Work to complete> Copy each line below in which the string "يوسف" appears.

[Data — start]

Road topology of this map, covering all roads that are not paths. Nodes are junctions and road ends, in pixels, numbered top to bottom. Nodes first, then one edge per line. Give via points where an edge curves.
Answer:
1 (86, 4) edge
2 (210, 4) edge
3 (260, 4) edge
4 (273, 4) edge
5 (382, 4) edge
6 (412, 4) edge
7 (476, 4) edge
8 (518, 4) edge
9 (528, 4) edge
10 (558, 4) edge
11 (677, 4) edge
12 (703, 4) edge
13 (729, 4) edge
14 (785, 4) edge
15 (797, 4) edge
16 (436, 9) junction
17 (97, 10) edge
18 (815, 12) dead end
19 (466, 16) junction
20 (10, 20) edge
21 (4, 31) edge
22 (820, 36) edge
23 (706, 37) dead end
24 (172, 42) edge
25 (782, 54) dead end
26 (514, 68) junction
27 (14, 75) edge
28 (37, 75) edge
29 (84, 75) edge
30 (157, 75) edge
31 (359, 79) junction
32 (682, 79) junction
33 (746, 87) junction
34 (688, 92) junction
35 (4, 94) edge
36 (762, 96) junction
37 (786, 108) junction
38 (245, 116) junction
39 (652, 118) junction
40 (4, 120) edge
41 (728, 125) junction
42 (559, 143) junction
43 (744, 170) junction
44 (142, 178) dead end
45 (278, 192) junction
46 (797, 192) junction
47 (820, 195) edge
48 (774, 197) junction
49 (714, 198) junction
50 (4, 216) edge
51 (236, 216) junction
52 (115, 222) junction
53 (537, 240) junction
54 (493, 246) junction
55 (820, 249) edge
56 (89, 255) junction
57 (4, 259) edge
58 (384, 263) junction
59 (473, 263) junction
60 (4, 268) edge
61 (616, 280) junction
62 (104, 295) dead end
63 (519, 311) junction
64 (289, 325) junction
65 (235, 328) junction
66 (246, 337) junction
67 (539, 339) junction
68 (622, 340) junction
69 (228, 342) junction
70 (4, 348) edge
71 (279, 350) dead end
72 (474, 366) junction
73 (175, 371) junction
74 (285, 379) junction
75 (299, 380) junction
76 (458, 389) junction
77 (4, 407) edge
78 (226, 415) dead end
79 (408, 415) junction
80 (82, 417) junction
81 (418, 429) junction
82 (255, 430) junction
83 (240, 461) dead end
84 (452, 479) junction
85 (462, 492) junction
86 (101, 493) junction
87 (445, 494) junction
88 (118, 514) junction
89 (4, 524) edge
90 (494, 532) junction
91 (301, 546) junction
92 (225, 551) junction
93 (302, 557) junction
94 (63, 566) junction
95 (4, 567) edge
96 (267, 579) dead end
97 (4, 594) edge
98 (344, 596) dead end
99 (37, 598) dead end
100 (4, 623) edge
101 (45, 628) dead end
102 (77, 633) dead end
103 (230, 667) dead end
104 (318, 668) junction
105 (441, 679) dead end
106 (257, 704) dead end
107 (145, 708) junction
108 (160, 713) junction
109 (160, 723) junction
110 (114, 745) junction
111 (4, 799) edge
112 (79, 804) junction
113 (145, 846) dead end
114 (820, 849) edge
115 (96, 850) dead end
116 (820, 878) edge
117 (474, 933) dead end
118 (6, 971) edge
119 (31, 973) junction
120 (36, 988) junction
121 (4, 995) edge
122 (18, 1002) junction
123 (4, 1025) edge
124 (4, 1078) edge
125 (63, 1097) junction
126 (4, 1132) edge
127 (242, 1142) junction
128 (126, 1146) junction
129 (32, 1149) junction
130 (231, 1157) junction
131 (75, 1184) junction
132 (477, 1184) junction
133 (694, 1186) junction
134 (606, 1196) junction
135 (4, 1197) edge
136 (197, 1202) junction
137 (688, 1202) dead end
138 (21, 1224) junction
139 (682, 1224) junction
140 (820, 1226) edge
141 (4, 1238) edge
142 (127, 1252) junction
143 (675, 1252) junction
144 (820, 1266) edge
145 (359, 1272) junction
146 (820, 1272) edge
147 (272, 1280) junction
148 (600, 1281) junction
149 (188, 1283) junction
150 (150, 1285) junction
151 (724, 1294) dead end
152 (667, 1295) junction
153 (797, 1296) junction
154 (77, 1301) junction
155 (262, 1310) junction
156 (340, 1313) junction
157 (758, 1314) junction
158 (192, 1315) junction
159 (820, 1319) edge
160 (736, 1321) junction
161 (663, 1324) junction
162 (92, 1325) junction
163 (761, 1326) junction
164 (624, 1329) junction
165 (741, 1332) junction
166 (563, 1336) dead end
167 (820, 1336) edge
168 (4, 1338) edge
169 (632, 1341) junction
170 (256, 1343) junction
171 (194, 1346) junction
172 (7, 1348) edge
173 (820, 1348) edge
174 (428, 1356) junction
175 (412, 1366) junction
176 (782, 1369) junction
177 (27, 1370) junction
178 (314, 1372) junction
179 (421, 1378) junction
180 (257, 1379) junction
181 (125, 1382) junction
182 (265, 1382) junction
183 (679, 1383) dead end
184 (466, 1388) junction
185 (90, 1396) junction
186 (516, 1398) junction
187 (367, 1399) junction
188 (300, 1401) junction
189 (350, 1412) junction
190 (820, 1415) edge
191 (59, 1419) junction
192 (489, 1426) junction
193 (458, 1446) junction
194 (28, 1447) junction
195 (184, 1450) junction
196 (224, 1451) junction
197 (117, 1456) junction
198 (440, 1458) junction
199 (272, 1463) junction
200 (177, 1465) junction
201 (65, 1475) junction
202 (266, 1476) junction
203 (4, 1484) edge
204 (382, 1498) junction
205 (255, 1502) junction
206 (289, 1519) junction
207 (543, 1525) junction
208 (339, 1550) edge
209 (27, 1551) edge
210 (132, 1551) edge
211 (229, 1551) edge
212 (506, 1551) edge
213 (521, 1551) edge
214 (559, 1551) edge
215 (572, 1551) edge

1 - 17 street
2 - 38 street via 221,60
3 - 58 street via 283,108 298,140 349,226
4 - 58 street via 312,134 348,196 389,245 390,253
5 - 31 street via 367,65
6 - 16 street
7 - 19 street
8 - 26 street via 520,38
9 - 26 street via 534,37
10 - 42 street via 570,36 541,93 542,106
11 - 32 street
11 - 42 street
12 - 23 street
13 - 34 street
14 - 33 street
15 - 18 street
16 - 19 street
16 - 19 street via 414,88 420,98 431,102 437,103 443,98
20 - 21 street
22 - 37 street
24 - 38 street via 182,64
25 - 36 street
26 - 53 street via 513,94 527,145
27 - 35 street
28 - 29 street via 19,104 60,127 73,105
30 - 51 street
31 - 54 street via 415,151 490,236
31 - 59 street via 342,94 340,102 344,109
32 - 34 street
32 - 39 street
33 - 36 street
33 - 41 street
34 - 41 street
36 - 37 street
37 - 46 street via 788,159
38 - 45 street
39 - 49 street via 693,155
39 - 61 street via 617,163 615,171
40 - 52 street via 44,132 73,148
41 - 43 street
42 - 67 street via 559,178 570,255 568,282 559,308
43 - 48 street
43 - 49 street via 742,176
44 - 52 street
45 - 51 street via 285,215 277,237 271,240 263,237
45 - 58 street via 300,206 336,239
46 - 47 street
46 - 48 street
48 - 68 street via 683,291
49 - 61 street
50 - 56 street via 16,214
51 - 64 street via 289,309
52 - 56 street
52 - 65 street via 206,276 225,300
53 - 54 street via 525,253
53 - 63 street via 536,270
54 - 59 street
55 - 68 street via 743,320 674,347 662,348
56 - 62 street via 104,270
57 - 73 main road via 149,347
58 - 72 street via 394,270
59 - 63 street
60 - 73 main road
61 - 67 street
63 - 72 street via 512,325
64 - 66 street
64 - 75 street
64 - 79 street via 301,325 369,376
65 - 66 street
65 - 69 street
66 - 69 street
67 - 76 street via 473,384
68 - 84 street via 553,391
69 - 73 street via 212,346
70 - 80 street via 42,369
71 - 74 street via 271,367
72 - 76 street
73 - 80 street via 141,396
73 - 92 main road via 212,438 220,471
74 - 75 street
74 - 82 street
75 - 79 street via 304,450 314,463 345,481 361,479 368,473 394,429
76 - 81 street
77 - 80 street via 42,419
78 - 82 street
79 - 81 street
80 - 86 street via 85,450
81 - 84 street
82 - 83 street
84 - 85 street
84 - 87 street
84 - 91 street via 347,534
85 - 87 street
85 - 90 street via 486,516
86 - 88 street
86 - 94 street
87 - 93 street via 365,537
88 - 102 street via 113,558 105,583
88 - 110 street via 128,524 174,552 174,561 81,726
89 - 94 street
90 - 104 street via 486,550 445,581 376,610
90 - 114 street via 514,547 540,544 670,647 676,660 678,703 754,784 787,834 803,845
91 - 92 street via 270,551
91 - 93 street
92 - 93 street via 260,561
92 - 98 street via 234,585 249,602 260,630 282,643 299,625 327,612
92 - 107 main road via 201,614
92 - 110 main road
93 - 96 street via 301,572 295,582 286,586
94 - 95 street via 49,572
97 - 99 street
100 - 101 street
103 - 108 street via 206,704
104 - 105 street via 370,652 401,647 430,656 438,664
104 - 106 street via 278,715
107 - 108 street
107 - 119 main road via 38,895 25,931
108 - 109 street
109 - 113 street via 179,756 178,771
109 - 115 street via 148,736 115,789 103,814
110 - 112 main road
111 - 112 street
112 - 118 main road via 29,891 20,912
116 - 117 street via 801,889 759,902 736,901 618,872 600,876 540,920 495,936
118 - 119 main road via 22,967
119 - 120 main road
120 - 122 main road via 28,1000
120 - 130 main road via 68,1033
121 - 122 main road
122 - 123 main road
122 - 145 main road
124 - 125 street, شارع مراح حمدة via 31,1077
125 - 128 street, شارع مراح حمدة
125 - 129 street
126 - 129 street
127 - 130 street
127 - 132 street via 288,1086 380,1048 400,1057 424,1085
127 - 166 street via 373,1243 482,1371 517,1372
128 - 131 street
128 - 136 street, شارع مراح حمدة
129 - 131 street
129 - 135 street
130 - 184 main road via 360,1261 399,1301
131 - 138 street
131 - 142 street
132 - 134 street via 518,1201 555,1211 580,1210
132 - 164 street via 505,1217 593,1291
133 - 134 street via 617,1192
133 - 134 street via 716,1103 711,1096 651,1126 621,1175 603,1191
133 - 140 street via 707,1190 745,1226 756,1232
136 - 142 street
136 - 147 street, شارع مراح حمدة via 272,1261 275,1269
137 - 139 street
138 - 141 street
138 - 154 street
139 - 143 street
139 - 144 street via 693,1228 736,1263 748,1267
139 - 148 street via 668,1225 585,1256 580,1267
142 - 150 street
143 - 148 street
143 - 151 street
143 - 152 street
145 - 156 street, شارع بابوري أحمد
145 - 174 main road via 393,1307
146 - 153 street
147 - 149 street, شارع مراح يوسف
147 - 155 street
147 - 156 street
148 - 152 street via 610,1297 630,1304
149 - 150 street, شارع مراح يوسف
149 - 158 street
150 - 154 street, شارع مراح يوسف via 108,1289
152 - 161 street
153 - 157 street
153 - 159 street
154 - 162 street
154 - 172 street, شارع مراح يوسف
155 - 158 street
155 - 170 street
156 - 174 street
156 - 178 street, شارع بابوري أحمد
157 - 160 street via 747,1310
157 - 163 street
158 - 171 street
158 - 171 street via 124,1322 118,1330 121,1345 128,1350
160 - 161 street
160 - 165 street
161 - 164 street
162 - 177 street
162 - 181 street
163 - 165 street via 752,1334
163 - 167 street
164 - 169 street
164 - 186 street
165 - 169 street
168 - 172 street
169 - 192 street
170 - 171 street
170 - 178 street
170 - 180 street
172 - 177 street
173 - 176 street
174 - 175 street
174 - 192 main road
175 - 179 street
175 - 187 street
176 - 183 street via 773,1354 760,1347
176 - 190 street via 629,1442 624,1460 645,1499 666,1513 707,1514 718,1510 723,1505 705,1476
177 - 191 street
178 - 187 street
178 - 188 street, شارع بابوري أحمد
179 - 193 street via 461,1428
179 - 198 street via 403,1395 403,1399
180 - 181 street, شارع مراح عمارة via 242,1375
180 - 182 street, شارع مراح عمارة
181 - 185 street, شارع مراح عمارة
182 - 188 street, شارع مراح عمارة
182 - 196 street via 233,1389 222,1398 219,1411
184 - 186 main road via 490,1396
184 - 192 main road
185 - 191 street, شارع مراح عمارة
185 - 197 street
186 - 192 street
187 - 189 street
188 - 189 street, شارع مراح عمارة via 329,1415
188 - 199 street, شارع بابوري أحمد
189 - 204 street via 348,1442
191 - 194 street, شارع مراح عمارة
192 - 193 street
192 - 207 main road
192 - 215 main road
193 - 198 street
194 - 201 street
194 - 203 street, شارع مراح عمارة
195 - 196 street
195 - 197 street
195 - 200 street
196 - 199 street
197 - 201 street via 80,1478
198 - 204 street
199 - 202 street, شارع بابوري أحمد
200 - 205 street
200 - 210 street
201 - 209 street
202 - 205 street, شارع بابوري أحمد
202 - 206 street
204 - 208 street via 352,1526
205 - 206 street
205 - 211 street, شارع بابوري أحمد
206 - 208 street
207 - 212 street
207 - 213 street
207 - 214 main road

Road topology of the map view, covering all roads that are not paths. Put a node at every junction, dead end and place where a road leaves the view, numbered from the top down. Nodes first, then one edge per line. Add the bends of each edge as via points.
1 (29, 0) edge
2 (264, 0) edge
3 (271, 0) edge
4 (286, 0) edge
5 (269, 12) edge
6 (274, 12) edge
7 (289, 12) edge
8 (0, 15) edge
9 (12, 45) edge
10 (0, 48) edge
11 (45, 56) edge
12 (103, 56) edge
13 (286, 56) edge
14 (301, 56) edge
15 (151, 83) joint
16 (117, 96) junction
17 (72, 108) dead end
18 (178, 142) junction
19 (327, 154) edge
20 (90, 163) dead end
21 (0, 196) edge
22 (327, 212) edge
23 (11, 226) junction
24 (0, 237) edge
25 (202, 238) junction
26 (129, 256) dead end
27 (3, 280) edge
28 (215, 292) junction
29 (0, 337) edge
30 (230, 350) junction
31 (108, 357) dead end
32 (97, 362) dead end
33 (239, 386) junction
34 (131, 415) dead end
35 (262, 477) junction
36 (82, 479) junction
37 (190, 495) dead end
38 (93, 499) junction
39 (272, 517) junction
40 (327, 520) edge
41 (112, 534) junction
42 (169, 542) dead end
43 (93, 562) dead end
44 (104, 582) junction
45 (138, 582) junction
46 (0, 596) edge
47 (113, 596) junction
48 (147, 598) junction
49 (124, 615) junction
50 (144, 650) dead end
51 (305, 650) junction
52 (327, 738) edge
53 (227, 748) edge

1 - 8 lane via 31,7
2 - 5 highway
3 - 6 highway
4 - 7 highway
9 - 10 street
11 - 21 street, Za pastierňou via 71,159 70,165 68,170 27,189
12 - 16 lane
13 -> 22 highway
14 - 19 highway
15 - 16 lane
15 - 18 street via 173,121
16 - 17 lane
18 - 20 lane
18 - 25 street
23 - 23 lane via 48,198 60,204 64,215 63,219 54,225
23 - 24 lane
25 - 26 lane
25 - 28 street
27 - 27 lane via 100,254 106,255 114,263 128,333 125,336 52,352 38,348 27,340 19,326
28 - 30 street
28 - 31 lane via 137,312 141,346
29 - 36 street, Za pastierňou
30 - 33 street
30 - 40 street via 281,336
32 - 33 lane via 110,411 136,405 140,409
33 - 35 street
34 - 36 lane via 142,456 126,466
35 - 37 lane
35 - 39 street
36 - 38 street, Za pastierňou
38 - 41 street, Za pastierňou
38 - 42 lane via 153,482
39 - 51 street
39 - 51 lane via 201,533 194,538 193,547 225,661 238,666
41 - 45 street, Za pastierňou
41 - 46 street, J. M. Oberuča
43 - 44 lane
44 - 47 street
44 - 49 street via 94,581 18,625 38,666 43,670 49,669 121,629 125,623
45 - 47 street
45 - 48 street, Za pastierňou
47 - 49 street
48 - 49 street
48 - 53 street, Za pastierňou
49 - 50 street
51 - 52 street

[Data — finish]

Reply>
147 - 149 street, شارع مراح يوسف
149 - 150 street, شارع مراح يوسف
150 - 154 street, شارع مراح يوسف via 108,1289
154 - 172 street, شارع مراح يوسف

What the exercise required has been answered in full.